When you copy the material below, keep every line exact and omit the pictures.
++++ EXERCISE MATERIALS
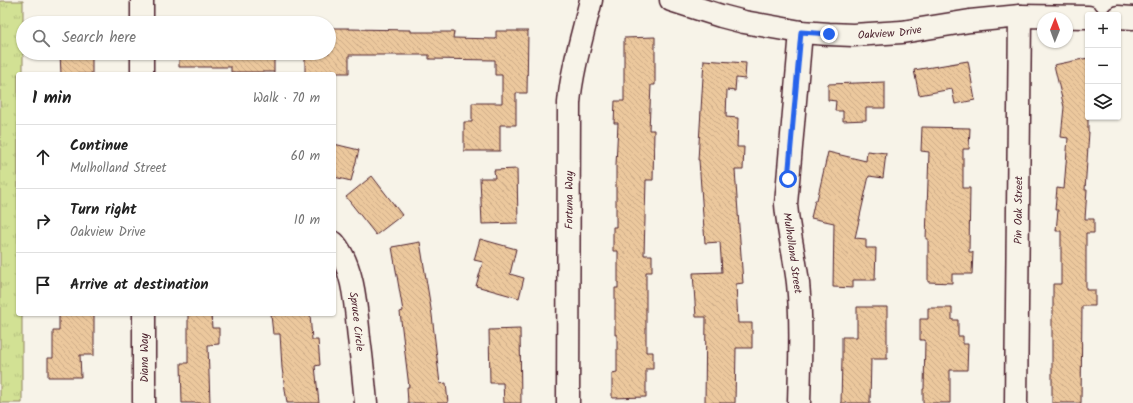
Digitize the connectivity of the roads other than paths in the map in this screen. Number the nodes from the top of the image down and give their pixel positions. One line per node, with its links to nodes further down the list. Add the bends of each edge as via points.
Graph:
1 (142, 0): 4 (street)
2 (591, 0): 16 (street, Fortuna Way, via 573,72 569,103)
3 (671, 0): 9 (street, Oakview Drive, via 733,19)
4 (142, 16)
5 (1020, 16): 6 (street, Oakview Drive); 9 (street, Oakview Drive, via 878,34); 18 (street, Pin Oak Street)
6 (1085, 17)
7 (1121, 17): 8 (street)
8 (1133, 18)
9 (801, 32): 17 (street, Mulholland Street, via 786,204 800,300)
10 (142, 60): 11 (street)
11 (142, 72)
12 (336, 246): 15 (street, Spruce Circle, via 349,272 356,306)
13 (144, 316): 14 (street, Diana Way)
14 (144, 403)
15 (366, 403)
16 (568, 403)
17 (799, 403)
18 (1016, 403)

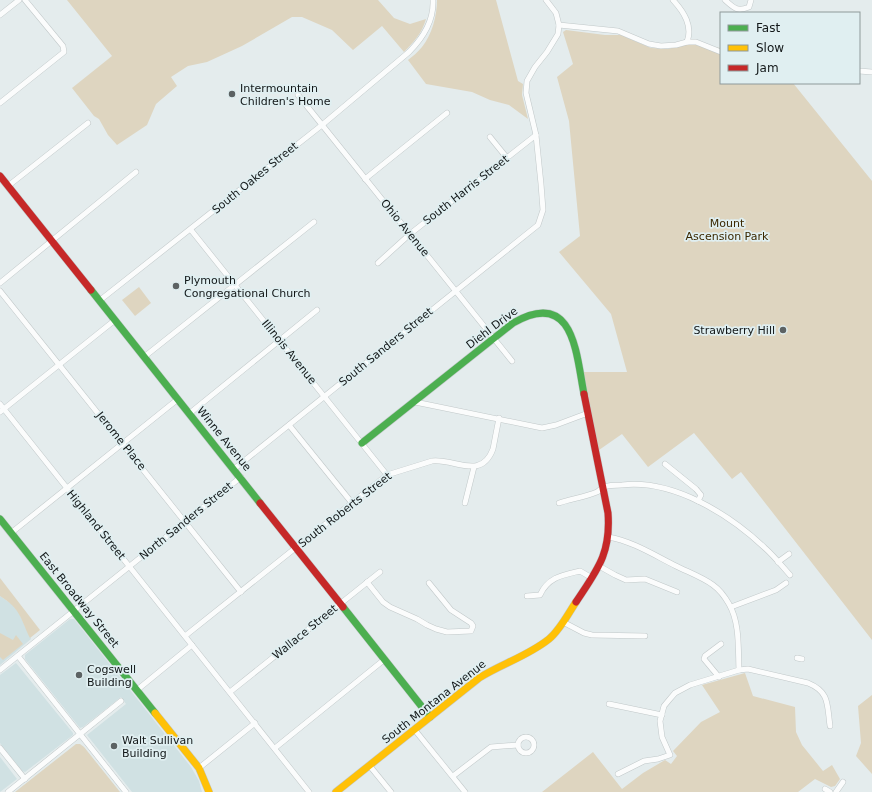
++++++++
_WRITTEN ANSWER_.
Digitize the connectivity of the roads other than paths in the map in this screen. Number the nodes from the top of the image down and give their pixel positions. One line per node, with its links to nodes further down the list. Add the bends of each edge as via points.
Graph:
1 (142, 0): 4 (street)
2 (591, 0): 16 (street, Fortuna Way, via 573,72 569,103)
3 (671, 0): 9 (street, Oakview Drive, via 733,19)
4 (142, 16)
5 (1020, 16): 6 (street, Oakview Drive); 9 (street, Oakview Drive, via 878,34); 18 (street, Pin Oak Street)
6 (1085, 17)
7 (1121, 17): 8 (street)
8 (1133, 18)
9 (801, 32): 17 (street, Mulholland Street, via 786,204 800,300)
10 (142, 60): 11 (street)
11 (142, 72)
12 (336, 246): 15 (street, Spruce Circle, via 349,272 356,306)
13 (144, 316): 14 (street, Diana Way)
14 (144, 403)
15 (366, 403)
16 (568, 403)
17 (799, 403)
18 (1016, 403)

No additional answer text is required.